**Exercise objective**
Pictures stay out; everything else in the records gets transcribed exactly.

**Records shown**
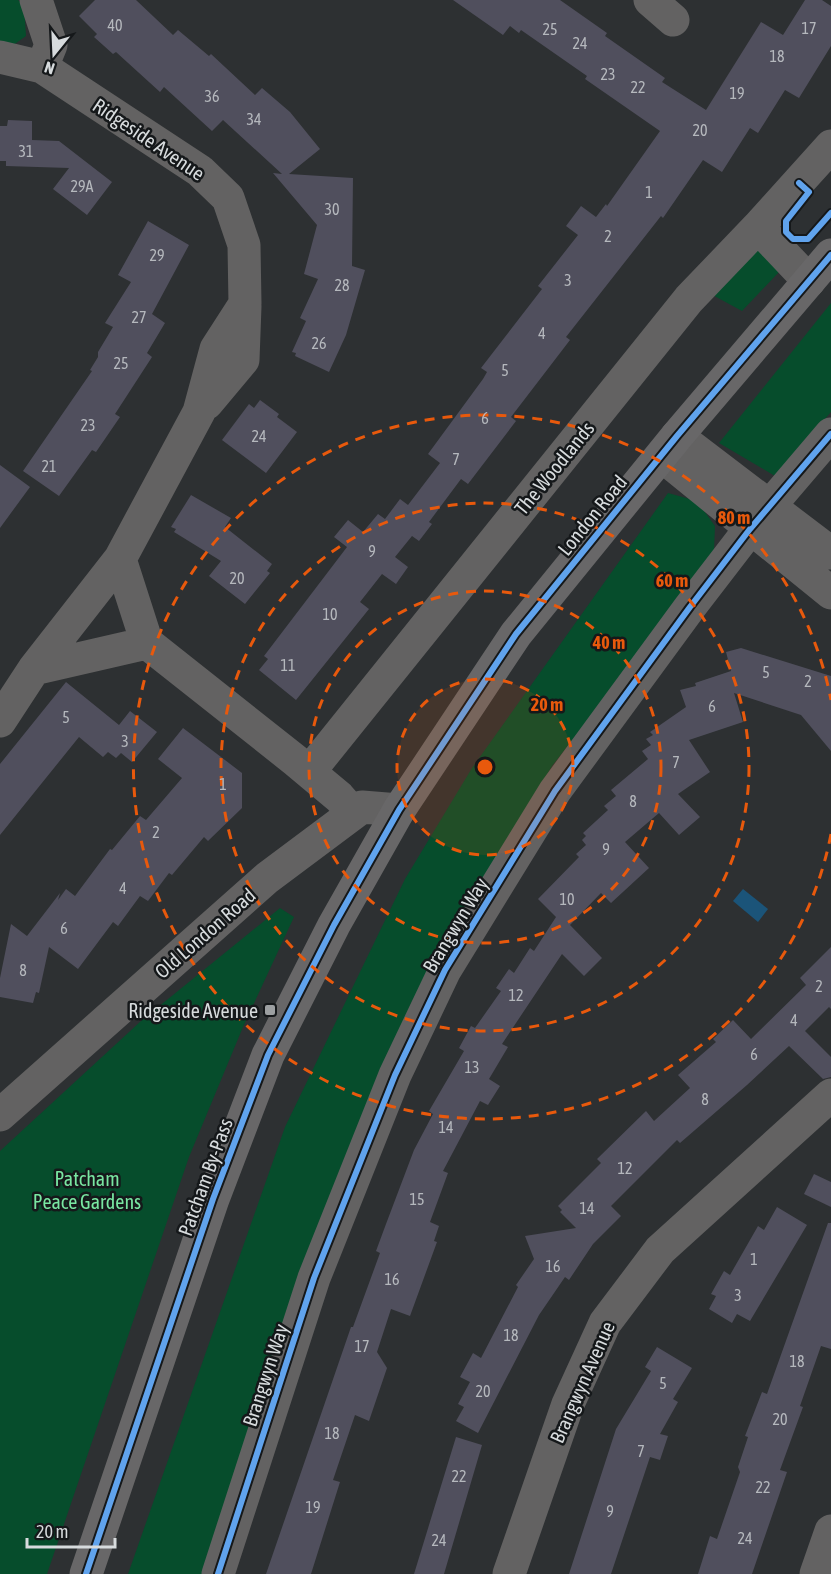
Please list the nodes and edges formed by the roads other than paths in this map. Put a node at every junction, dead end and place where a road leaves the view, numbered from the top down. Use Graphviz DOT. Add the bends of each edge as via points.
graph roads {
  1 [pos="36,0"];
  2 [pos="0,57"];
  3 [pos="42,67"];
  4 [pos="831,146"];
  5 [pos="758,227"];
  6 [pos="831,255"];
  7 [pos="809,281"];
  8 [pos="831,434"];
  9 [pos="670,446"];
  10 [pos="760,517"];
  11 [pos="831,553"];
  12 [pos="120,559"];
  13 [pos="831,593"];
  14 [pos="147,643"];
  15 [pos="34,669"];
  16 [pos="0,721"];
  17 [pos="309,772"];
  18 [pos="399,810"];
  19 [pos="353,813"];
  20 [pos="831,1095"];
  21 [pos="0,1115"];
  22 [pos="831,1531"];
  23 [pos="86,1574"];
  24 [pos="218,1574"];
  25 [pos="509,1574"];
  26 [pos="816,1574"];
  1 -- 3 [label="street" via="51,45"];
  2 -- 3 [label="street, Ridgeside Avenue"];
  3 -- 12 [label="street, Ridgeside Avenue" via="200,171 228,198 244,245 243,360 199,412"];
  4 -- 5 [label="street, The Woodlands"];
  5 -- 7 [label="street"];
  5 -- 17 [label="street, The Woodlands" via="689,300"];
  6 -- 7 [label="highway, London Road"];
  7 -- 9 [label="highway, London Road"];
  8 -- 10 [label="street, Brangwyn Way"];
  9 -- 10 [label="street"];
  9 -- 18 [label="highway, London Road" via="516,634"];
  10 -- 11 [label="street"];
  10 -- 13 [label="street"];
  10 -- 24 [label="street, Brangwyn Way" via="555,791 445,970 395,1075 314,1278"];
  12 -- 14 [label="street"];
  12 -- 15 [label="street, Ridgeside Avenue"];
  14 -- 15 [label="street"];
  14 -- 17 [label="street"];
  15 -- 16 [label="street, Ridgeside Avenue"];
  17 -- 19 [label="street"];
  18 -- 19 [label="street, Old London Road" via="362,807"];
  18 -- 23 [label="highway, Patcham By-Pass" via="334,925 268,1055 209,1209"];
  19 -- 21 [label="street, Old London Road" via="267,878"];
  20 -- 25 [label="street, Brangwyn Avenue" via="660,1250 605,1323 568,1404"];
  22 -- 26 [label="street"];
}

**Result of the exercise**
Please list the nodes and edges formed by the roads other than paths in this map. Put a node at every junction, dead end and place where a road leaves the view, numbered from the top down. Use Graphviz DOT. Add the bends of each edge as via points.
graph roads {
  1 [pos="36,0"];
  2 [pos="0,57"];
  3 [pos="42,67"];
  4 [pos="831,146"];
  5 [pos="758,227"];
  6 [pos="831,255"];
  7 [pos="809,281"];
  8 [pos="831,434"];
  9 [pos="670,446"];
  10 [pos="760,517"];
  11 [pos="831,553"];
  12 [pos="120,559"];
  13 [pos="831,593"];
  14 [pos="147,643"];
  15 [pos="34,669"];
  16 [pos="0,721"];
  17 [pos="309,772"];
  18 [pos="399,810"];
  19 [pos="353,813"];
  20 [pos="831,1095"];
  21 [pos="0,1115"];
  22 [pos="831,1531"];
  23 [pos="86,1574"];
  24 [pos="218,1574"];
  25 [pos="509,1574"];
  26 [pos="816,1574"];
  1 -- 3 [label="street" via="51,45"];
  2 -- 3 [label="street, Ridgeside Avenue"];
  3 -- 12 [label="street, Ridgeside Avenue" via="200,171 228,198 244,245 243,360 199,412"];
  4 -- 5 [label="street, The Woodlands"];
  5 -- 7 [label="street"];
  5 -- 17 [label="street, The Woodlands" via="689,300"];
  6 -- 7 [label="highway, London Road"];
  7 -- 9 [label="highway, London Road"];
  8 -- 10 [label="street, Brangwyn Way"];
  9 -- 10 [label="street"];
  9 -- 18 [label="highway, London Road" via="516,634"];
  10 -- 11 [label="street"];
  10 -- 13 [label="street"];
  10 -- 24 [label="street, Brangwyn Way" via="555,791 445,970 395,1075 314,1278"];
  12 -- 14 [label="street"];
  12 -- 15 [label="street, Ridgeside Avenue"];
  14 -- 15 [label="street"];
  14 -- 17 [label="street"];
  15 -- 16 [label="street, Ridgeside Avenue"];
  17 -- 19 [label="street"];
  18 -- 19 [label="street, Old London Road" via="362,807"];
  18 -- 23 [label="highway, Patcham By-Pass" via="334,925 268,1055 209,1209"];
  19 -- 21 [label="street, Old London Road" via="267,878"];
  20 -- 25 [label="street, Brangwyn Avenue" via="660,1250 605,1323 568,1404"];
  22 -- 26 [label="street"];
}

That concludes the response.